Records to use:
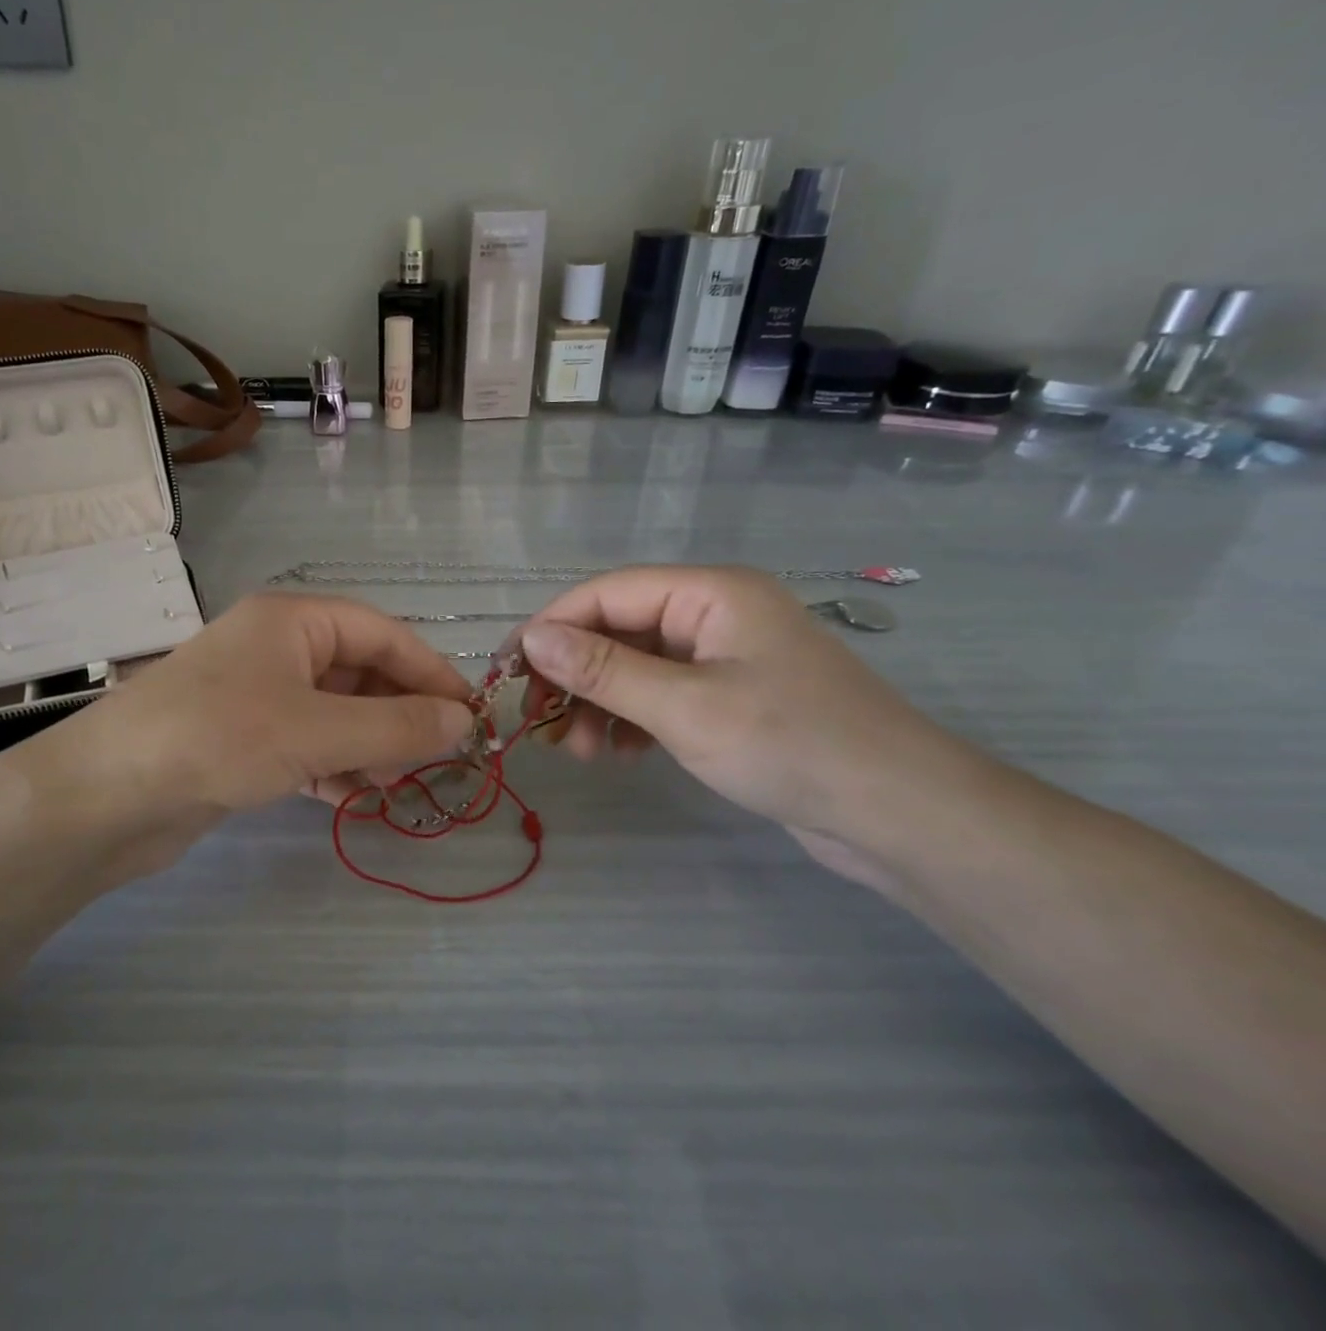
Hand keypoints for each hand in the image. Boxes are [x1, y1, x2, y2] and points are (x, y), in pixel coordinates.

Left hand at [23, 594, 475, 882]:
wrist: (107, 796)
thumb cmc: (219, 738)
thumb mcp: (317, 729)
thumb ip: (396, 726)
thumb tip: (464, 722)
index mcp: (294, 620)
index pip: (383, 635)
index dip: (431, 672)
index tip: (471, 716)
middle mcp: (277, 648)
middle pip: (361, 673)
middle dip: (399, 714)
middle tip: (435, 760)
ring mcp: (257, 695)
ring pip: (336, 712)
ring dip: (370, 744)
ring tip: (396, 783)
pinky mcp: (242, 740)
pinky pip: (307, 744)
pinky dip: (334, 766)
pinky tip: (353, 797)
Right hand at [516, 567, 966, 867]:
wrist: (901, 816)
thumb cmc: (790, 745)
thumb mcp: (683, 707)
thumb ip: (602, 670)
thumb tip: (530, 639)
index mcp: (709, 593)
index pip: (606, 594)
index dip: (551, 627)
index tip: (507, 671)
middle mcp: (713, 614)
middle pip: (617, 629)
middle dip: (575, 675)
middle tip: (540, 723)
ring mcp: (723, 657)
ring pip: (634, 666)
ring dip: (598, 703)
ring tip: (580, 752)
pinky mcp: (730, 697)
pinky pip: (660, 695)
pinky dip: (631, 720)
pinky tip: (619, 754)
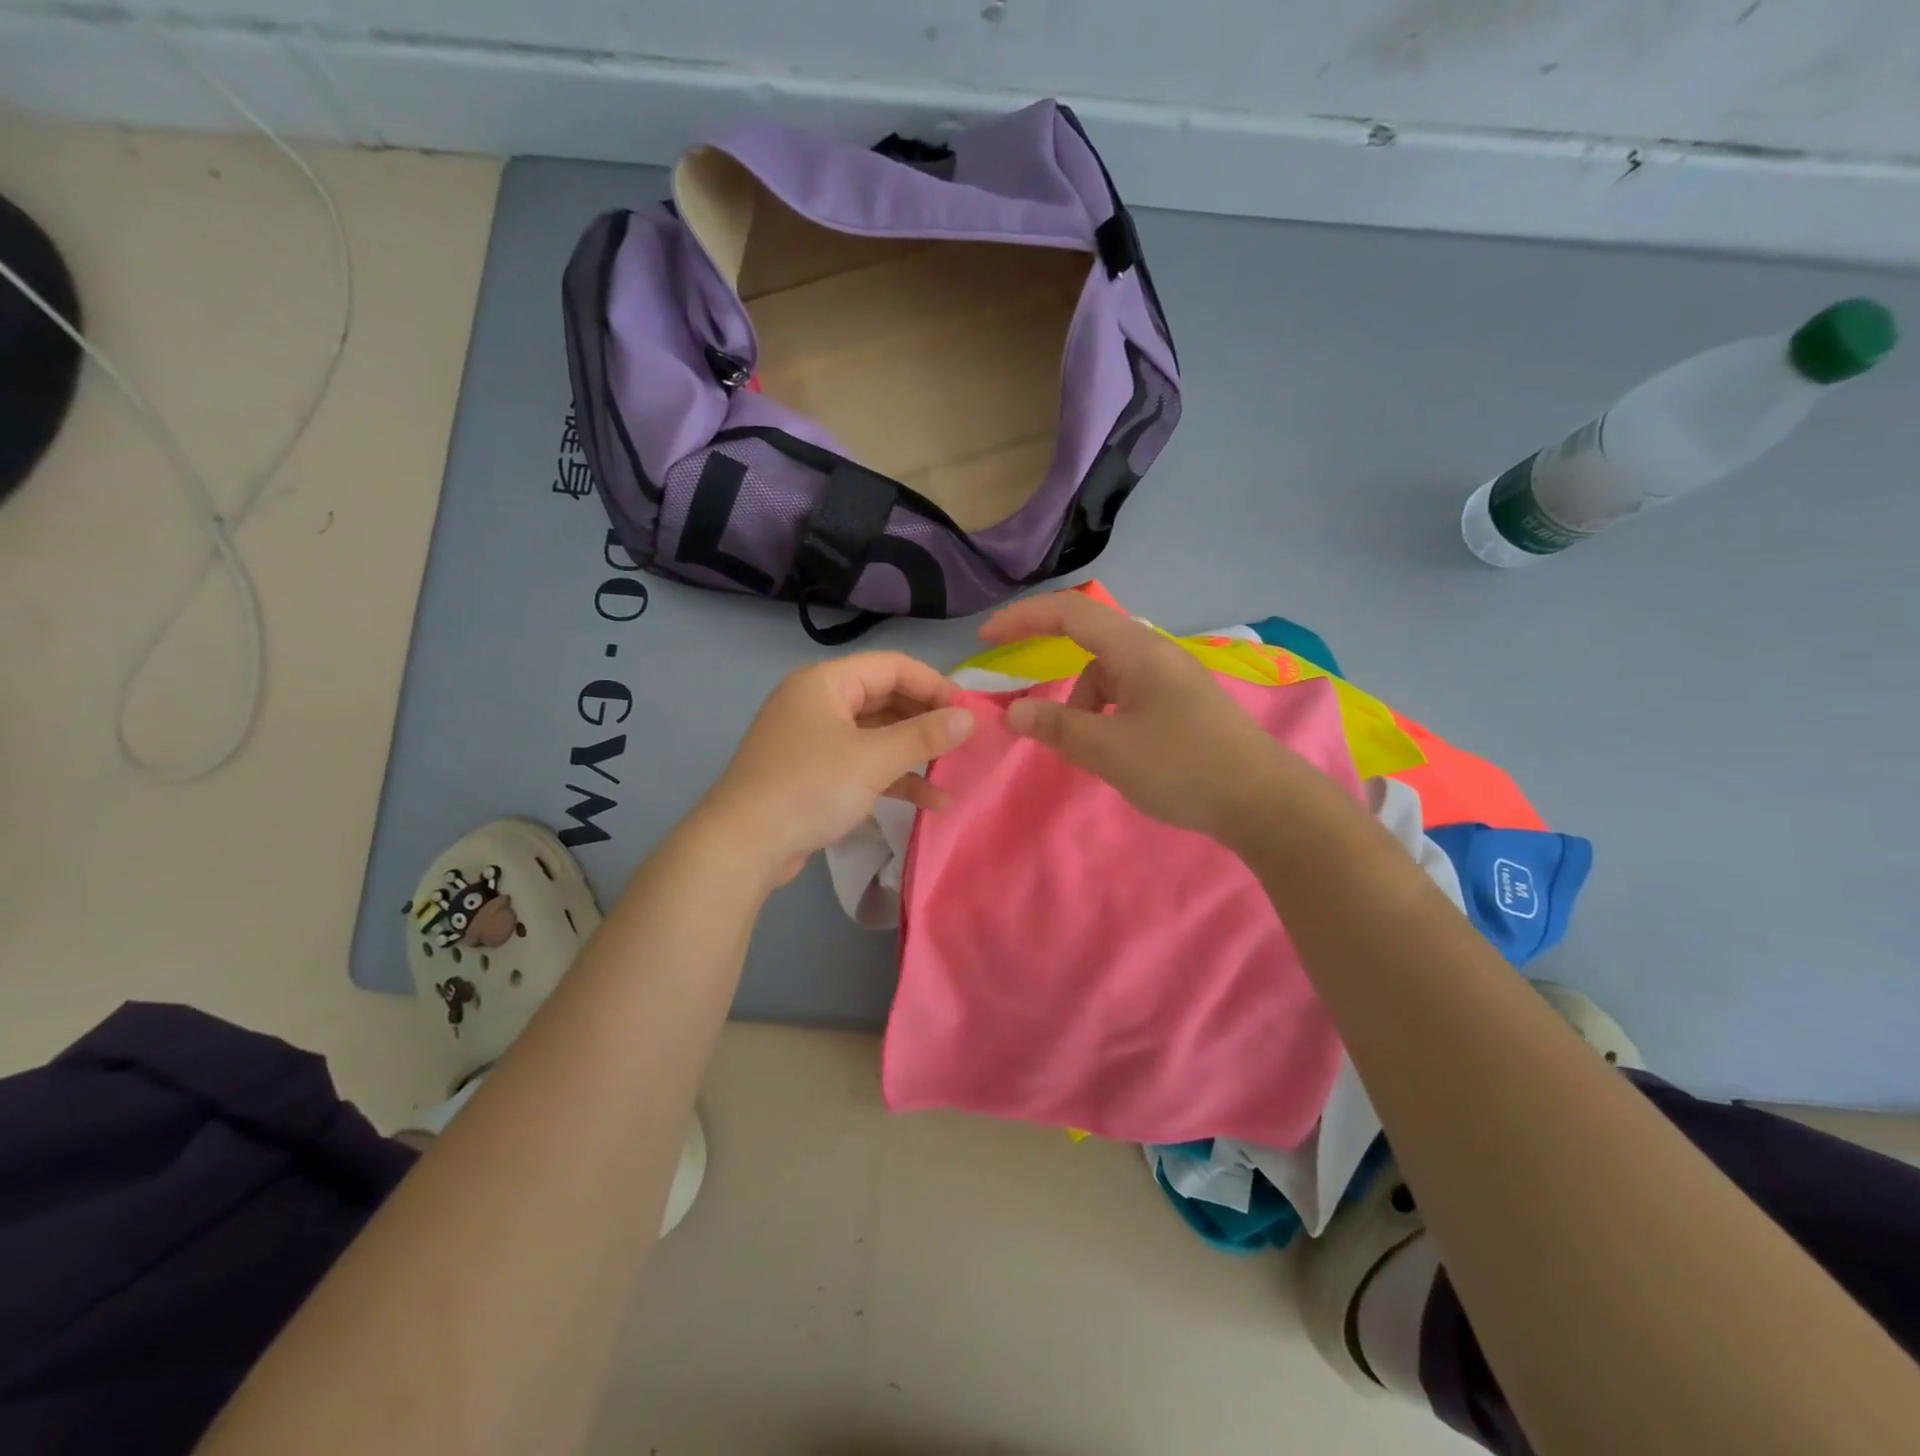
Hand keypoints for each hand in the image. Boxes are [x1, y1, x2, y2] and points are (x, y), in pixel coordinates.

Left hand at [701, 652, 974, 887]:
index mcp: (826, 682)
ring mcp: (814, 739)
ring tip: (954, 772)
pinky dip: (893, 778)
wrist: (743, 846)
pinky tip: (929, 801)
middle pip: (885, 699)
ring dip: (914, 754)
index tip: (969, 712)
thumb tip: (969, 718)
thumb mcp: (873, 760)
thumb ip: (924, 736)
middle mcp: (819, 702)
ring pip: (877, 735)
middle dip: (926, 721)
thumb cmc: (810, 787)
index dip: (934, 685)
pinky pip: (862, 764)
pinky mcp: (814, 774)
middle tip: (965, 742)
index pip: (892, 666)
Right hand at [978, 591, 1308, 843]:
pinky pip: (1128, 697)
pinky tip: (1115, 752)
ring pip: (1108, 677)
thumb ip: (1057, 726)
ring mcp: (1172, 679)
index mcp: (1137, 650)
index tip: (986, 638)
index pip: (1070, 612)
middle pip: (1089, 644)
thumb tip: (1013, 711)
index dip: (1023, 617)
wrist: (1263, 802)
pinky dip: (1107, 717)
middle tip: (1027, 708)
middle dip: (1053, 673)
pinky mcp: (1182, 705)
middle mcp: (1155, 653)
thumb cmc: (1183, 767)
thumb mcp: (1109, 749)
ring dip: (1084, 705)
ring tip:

What is being asked:
The reply should hold only the lines running from the top of the records to the line containing "ring dip: (914, 754)", both included, copied exactly with no pictures.

Answer below:
Hand keypoints for each hand in the image. Boxes are [x1, y1, x2, y2] and points are (x, y), in pixel coordinates.

Left hand at [23, 594, 475, 882]:
wrist: (107, 796)
thumb cmc: (219, 738)
thumb mcp: (317, 729)
thumb ip: (396, 726)
thumb tip: (464, 722)
index mcp: (294, 620)
index pip: (383, 635)
index dip: (431, 672)
index tip: (471, 716)
middle mcp: (277, 648)
middle pip: (361, 673)
middle dip: (399, 714)
middle tip: (435, 760)
ring mcp: (257, 695)
ring pip: (336, 712)
ring dip: (370, 744)
ring tip: (396, 783)
pinky mcp: (242, 740)
pinky pip: (307, 744)
pinky dip: (334, 766)
pinky tip: (353, 797)
Right hand at [516, 567, 966, 867]:
wrist: (901, 816)
thumb cmc: (790, 745)
thumb mcp: (683, 707)
thumb ip: (602, 670)
thumb tip: (530, 639)
index mcp: (709, 593)
index pip: (606, 594)
index dip: (551, 627)
index tip: (507, 671)
middle mcp: (713, 614)
middle pip: (617, 629)
middle dip: (575, 675)
middle tip: (540, 723)
ring mcp: (723, 657)
ring pip: (634, 666)
ring dip: (598, 703)
ring tip: (580, 752)
pinky mcp: (730, 697)
pinky pip: (660, 695)
pinky dip: (631, 720)
pinky tip: (619, 754)
Hand keypoints for each hand in the image. Boxes are [x1, y1, x2, y2] and points are (x, y), in pixel coordinates.

Left hand at [701, 652, 974, 887]:
index mcp: (826, 682)
ring mcp: (814, 739)
ring tip: (954, 772)
pinky dip: (893, 778)
wrist: (743, 846)
pinky tip: (929, 801)
middle pip: (885, 699)
ring dip: (914, 754)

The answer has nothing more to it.